父の涙ぐましい努力で手に入れた土地は当時、精神病棟に面していたので格安だったのである。 父母39歳と33歳の夏、天晴れ自力で土地と家を手にいれたのだ。終戦から僅か7年目にして。祖母に預けられていた姉も呼び戻され4人一緒にお茶の水の住人となった年である。

「そういえばさ〜聞きたいことがあるんだけど」
或日、息子が唐突に
「僕が子供の頃さ、枕元にお目覚ざ(おめざ)があったよね〜友達に聞いても誰もそんな習慣無かったっていうしさ、なんでいつもおめざを置いてくれてたの・・・?」
と質問された。
突然私は松林の潮風に記憶が逆行していった、愛なのだ、あれも理不尽な愛だった。
極端な拒食症に陥った5年生以降の私は母親の食事を嫌い毎朝不機嫌な表情をみせる厄介な子に育っていた。両親に何故かなつけなかった。
忘れていた記憶が息子の「おめざ」質問で呼び起こされた時、突然母も私をひどく愛してくれていたことに胸が潰れた。私同様に未熟だっただけの母。
「毎朝楽しみだったけど、一度、朝起きてバナナが黒くなってる時、スッゴク悲しかったの覚えてるんだけどさ。変わった子育てだよね?」と息子が言葉をつづけた。
「うん、毎朝ね、機嫌よ〜く起きてもらいたかったのよ、とにかく。それとね、愛されているって感じてもらいたかったんだと思う」私は答えた。
「ふ〜ん、確かに、おかげさんで寝起きはいいよね、俺!」

2歳から6歳くらいまで毎日枕元にバナナやプリン、時にはカステラ等を置いて、目が醒めたら一番に食べられるように工夫するのが私の習慣だった。
自分の子供を持つ事となった時、私は漠然とだが知ってほしかったのだ。言葉にならない愛をどれだけ坊やに持っているかを。抱き上げたり一緒に運動出来ない穴埋めに愛を伝えたかった。私と違って機嫌よく目覚めてほしかった。楽しい一日の始まりであってほしかった。私は万感の思いで毎晩息子の枕元に明日着る服とともにお目覚ざを用意していたのだ。

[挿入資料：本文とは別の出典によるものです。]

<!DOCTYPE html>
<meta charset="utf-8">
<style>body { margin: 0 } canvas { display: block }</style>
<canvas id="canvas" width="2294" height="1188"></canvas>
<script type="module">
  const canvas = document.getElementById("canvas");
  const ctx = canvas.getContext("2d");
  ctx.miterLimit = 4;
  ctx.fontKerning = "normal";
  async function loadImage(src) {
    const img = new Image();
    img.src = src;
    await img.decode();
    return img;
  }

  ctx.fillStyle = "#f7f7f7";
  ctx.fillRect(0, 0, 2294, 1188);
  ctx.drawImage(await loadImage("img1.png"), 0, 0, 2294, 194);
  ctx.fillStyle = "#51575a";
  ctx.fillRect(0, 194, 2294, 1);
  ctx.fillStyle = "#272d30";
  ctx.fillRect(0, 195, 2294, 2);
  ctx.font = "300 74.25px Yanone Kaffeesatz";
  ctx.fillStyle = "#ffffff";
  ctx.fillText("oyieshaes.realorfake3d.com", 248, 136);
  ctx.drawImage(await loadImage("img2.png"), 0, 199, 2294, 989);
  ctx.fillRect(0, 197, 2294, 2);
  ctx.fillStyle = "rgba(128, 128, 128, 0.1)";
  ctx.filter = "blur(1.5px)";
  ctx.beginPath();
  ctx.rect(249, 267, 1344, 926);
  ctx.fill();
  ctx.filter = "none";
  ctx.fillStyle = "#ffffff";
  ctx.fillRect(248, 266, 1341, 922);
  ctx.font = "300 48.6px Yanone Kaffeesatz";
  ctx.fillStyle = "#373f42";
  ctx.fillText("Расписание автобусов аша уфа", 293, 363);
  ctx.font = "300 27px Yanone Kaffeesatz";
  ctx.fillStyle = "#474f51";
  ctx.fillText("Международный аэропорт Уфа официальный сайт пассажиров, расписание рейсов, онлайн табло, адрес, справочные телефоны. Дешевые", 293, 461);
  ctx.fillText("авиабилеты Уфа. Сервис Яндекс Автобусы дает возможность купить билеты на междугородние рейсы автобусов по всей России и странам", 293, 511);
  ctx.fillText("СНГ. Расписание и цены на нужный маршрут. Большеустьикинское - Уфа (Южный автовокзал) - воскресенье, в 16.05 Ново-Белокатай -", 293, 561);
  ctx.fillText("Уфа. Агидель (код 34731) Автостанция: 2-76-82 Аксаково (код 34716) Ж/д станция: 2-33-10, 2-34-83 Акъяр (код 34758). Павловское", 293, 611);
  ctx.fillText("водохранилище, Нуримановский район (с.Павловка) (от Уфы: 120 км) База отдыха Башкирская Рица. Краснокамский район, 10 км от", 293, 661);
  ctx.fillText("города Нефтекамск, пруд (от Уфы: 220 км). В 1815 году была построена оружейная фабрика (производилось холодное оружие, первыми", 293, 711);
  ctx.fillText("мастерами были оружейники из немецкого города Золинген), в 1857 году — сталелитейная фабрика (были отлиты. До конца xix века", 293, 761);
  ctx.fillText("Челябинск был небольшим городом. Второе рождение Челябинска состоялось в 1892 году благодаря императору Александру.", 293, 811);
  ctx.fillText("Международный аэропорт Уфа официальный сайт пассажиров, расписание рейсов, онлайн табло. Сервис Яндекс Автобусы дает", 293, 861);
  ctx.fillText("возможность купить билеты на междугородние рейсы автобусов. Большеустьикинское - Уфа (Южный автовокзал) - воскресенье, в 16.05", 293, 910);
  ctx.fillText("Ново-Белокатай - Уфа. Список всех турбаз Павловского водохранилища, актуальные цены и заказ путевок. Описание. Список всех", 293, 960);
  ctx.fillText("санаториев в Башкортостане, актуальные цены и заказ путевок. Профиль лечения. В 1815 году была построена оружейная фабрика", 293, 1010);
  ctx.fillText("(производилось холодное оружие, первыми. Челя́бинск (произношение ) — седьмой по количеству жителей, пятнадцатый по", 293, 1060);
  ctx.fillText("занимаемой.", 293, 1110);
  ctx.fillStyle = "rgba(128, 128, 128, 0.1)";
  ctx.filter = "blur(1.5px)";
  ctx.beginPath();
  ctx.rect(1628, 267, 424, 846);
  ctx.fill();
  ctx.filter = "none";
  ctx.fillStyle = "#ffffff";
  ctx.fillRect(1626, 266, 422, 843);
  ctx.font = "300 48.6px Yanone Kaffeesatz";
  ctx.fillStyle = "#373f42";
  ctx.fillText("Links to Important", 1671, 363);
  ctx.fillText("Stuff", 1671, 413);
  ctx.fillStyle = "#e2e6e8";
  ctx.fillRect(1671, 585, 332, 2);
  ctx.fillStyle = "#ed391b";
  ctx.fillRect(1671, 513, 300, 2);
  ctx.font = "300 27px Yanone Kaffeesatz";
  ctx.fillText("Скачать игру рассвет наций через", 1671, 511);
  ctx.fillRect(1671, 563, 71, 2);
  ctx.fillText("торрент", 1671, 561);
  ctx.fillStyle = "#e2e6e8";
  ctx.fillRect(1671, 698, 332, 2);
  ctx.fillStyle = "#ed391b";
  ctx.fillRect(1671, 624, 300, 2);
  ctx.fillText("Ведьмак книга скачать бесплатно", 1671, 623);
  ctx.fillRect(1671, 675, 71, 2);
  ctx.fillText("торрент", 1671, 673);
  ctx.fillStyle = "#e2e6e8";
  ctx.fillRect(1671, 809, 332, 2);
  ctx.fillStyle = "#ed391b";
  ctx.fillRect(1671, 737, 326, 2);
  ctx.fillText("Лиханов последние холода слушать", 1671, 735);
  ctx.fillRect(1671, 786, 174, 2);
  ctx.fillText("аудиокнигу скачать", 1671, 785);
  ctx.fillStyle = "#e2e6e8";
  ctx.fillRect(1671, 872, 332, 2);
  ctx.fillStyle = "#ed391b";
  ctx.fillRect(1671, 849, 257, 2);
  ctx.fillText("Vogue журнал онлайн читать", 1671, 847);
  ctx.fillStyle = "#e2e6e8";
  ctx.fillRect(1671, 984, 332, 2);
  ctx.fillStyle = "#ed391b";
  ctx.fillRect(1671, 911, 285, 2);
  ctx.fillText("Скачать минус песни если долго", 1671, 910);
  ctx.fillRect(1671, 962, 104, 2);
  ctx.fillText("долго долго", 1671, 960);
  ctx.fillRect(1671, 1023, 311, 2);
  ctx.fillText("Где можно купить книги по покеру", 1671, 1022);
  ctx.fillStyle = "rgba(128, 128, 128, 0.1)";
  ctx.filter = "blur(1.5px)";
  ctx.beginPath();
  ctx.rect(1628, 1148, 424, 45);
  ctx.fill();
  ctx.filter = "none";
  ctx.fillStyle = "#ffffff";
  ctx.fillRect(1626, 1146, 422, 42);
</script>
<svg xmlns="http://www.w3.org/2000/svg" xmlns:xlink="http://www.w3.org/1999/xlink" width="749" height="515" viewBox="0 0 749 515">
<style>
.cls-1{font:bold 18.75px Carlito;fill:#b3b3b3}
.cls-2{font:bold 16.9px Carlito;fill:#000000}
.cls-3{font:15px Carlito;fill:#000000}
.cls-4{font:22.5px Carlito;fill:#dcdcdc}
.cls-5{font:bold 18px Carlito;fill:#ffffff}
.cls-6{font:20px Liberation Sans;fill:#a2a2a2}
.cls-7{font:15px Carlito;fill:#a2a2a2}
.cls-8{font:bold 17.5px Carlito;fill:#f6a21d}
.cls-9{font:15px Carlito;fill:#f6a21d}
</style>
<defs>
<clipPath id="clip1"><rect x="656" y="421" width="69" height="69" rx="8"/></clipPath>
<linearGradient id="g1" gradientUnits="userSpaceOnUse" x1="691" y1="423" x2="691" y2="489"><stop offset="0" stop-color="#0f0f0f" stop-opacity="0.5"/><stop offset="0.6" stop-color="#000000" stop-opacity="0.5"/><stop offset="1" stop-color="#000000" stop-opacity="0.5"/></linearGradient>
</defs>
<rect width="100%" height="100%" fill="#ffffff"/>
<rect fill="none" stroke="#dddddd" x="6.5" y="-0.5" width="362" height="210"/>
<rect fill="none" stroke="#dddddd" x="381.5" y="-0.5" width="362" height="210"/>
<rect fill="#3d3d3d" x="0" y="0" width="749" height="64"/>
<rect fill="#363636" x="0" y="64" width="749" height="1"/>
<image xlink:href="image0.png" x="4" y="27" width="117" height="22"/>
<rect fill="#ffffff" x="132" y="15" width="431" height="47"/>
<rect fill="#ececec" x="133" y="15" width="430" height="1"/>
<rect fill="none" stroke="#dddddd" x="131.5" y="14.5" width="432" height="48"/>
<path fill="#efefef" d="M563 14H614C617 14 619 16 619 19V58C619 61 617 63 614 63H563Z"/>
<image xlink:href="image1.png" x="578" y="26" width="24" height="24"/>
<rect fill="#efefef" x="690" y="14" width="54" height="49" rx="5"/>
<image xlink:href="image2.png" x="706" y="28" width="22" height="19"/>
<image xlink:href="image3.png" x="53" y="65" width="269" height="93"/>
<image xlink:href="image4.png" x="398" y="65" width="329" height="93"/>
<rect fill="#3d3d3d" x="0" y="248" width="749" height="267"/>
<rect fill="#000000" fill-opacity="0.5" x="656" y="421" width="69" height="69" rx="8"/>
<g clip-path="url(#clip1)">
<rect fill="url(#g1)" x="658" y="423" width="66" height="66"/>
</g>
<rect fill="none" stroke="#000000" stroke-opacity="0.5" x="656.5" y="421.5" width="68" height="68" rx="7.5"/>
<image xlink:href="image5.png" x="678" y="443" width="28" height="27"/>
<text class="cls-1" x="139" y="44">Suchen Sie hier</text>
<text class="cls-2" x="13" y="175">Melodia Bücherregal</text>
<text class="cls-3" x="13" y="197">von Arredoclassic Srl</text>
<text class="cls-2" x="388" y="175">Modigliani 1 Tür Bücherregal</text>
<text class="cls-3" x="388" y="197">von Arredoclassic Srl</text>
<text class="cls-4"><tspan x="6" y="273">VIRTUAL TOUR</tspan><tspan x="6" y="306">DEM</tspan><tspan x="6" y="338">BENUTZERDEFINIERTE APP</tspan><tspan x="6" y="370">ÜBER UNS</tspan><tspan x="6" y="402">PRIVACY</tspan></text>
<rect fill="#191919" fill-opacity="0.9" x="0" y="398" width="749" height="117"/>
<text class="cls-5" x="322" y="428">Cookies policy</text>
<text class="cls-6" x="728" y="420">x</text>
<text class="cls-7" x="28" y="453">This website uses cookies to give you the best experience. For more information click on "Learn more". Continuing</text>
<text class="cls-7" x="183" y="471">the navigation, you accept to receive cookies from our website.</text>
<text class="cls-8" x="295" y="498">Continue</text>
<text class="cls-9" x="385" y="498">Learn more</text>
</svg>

人は親になるのは誰でも初体験なのだ。どんな親でも完全というわけにはいかない、なにしろ親になるのは初めてなのだから。だったら子は親を許そう。
そして大人は?といえば誰でも一度は子供だったのだから、いつでも子供の心を思い出せるような柔軟な心を忘れないでいればきっとうまくいく、なにもかも。

私の耳には風に煽られてパタパタ鳴る袂や裾を気にしながらも、さくさくと松林の砂地を歩く母の下駄の音が鮮烈に蘇った、何十年も封印してきたのが嘘のように。